TASK BRIEF> An exact copy of the data is required, with no pictures in it.

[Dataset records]

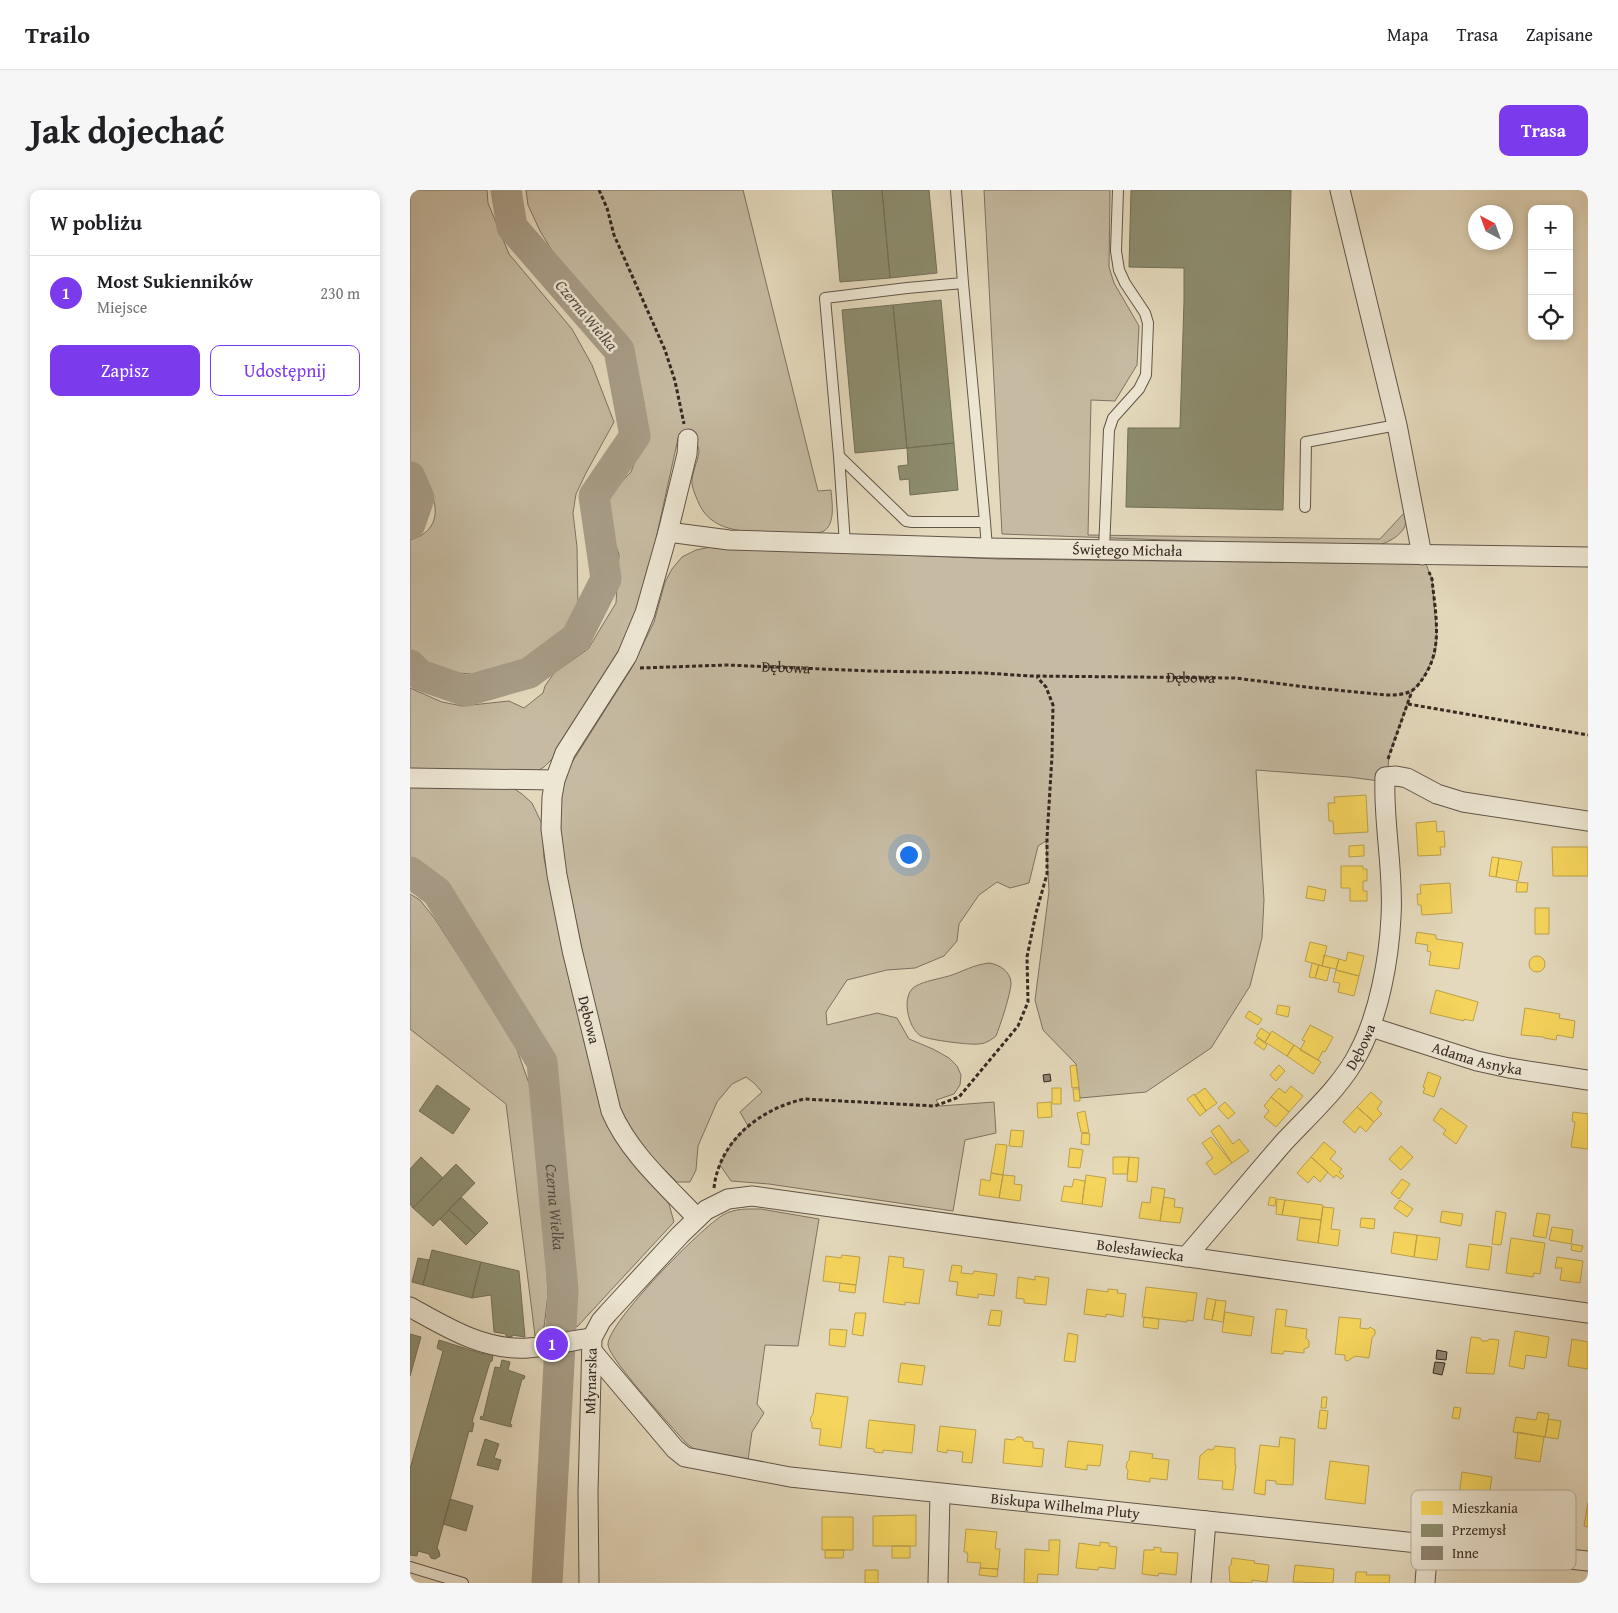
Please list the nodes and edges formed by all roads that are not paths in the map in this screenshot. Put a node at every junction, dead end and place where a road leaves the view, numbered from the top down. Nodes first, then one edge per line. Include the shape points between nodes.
1 (956, 190) edge
2 (1118, 190) edge
3 (1340, 190) edge
4 (964, 283) junction
5 (1397, 425) junction
6 (688, 439) road end
7 (839, 456) junction
8 (1305, 507) dead end
9 (985, 522) junction
10 (668, 532) junction
11 (844, 544) junction
12 (987, 548) junction
13 (1104, 550) junction
14 (1422, 555) junction
15 (1588, 557) edge
16 (410, 778) edge
17 (555, 780) junction
18 (1588, 821) edge
19 (1371, 1027) junction
20 (1588, 1080) edge
21 (697, 1218) junction
22 (1186, 1257) junction
23 (410, 1307) edge
24 (1588, 1313) edge
25 (587, 1343) junction
26 (940, 1494) junction
27 (1206, 1521) junction
28 (1411, 1543) edge
29 (410, 1567) edge
30 (1426, 1570) edge
31 (463, 1583) edge
32 (589, 1583) edge
33 (938, 1583) edge
34 (1201, 1583) edge
35 (1425, 1583) edge

1 - 4 lane
2 - 13 lane via 1116,251 1119,270 1148,323 1146,375 1139,389 1113,418 1109,430
3 - 5 street
4 - 7 lane via 825,298
4 - 9 lane
5 - 8 lane via 1306,442
5 - 14 street
6 - 10 street
7 - 9 lane via 906,521
7 - 11 lane
9 - 12 lane
10 - 11 street, Świętego Michała via 729,540
10 - 17 street, Dębowa via 635,639 570,743
11 - 12 street, Świętego Michała
12 - 13 street, Świętego Michała
13 - 14 street, Świętego Michała
14 - 15 street, Świętego Michała
16 - 17 street
17 - 21 street, Dębowa via 551,820 557,875 611,1111 636,1154
18 - 19 street, Dębowa via 1463,802 1437,794 1407,778 1385,777 1391,917 1379,998
19 - 20 street, Adama Asnyka via 1477,1061
19 - 22 street, Dębowa via 1358,1055 1338,1083
21 - 22 street, Bolesławiecka via 716,1204 752,1196
21 - 25 street, Młynarska via 608,1313
22 - 24 street, Bolesławiecka
23 - 25 street via 453,1331 494,1346 528,1348
25 - 26 street, Biskupa Wilhelma Pluty via 685,1457 790,1478
25 - 32 street, Młynarska
26 - 27 street, Biskupa Wilhelma Pluty
26 - 33 street
27 - 28 street, Biskupa Wilhelma Pluty
27 - 34 street
29 - 31 lane
30 - 35 street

SOLUTION>
Please list the nodes and edges formed by all roads that are not paths in the map in this screenshot. Put a node at every junction, dead end and place where a road leaves the view, numbered from the top down. Nodes first, then one edge per line. Include the shape points between nodes.
1 (956, 190) edge
2 (1118, 190) edge
3 (1340, 190) edge
4 (964, 283) junction
5 (1397, 425) junction
6 (688, 439) road end
7 (839, 456) junction
8 (1305, 507) dead end
9 (985, 522) junction
10 (668, 532) junction
11 (844, 544) junction
12 (987, 548) junction
13 (1104, 550) junction
14 (1422, 555) junction
15 (1588, 557) edge
16 (410, 778) edge
17 (555, 780) junction
18 (1588, 821) edge
19 (1371, 1027) junction
20 (1588, 1080) edge
21 (697, 1218) junction
22 (1186, 1257) junction
23 (410, 1307) edge
24 (1588, 1313) edge
25 (587, 1343) junction
26 (940, 1494) junction
27 (1206, 1521) junction
28 (1411, 1543) edge
29 (410, 1567) edge
30 (1426, 1570) edge
31 (463, 1583) edge
32 (589, 1583) edge
33 (938, 1583) edge
34 (1201, 1583) edge
35 (1425, 1583) edge

1 - 4 lane
2 - 13 lane via 1116,251 1119,270 1148,323 1146,375 1139,389 1113,418 1109,430
3 - 5 street
4 - 7 lane via 825,298
4 - 9 lane
5 - 8 lane via 1306,442
5 - 14 street
6 - 10 street
7 - 9 lane via 906,521
7 - 11 lane
9 - 12 lane
10 - 11 street, Świętego Michała via 729,540
10 - 17 street, Dębowa via 635,639 570,743
11 - 12 street, Świętego Michała
12 - 13 street, Świętego Michała
13 - 14 street, Świętego Michała
14 - 15 street, Świętego Michała
16 - 17 street
17 - 21 street, Dębowa via 551,820 557,875 611,1111 636,1154
18 - 19 street, Dębowa via 1463,802 1437,794 1407,778 1385,777 1391,917 1379,998
19 - 20 street, Adama Asnyka via 1477,1061
19 - 22 street, Dębowa via 1358,1055 1338,1083
21 - 22 street, Bolesławiecka via 716,1204 752,1196
21 - 25 street, Młynarska via 608,1313
22 - 24 street, Bolesławiecka
23 - 25 street via 453,1331 494,1346 528,1348
25 - 26 street, Biskupa Wilhelma Pluty via 685,1457 790,1478
25 - 32 street, Młynarska
26 - 27 street, Biskupa Wilhelma Pluty
26 - 33 street
27 - 28 street, Biskupa Wilhelma Pluty
27 - 34 street
29 - 31 lane
30 - 35 street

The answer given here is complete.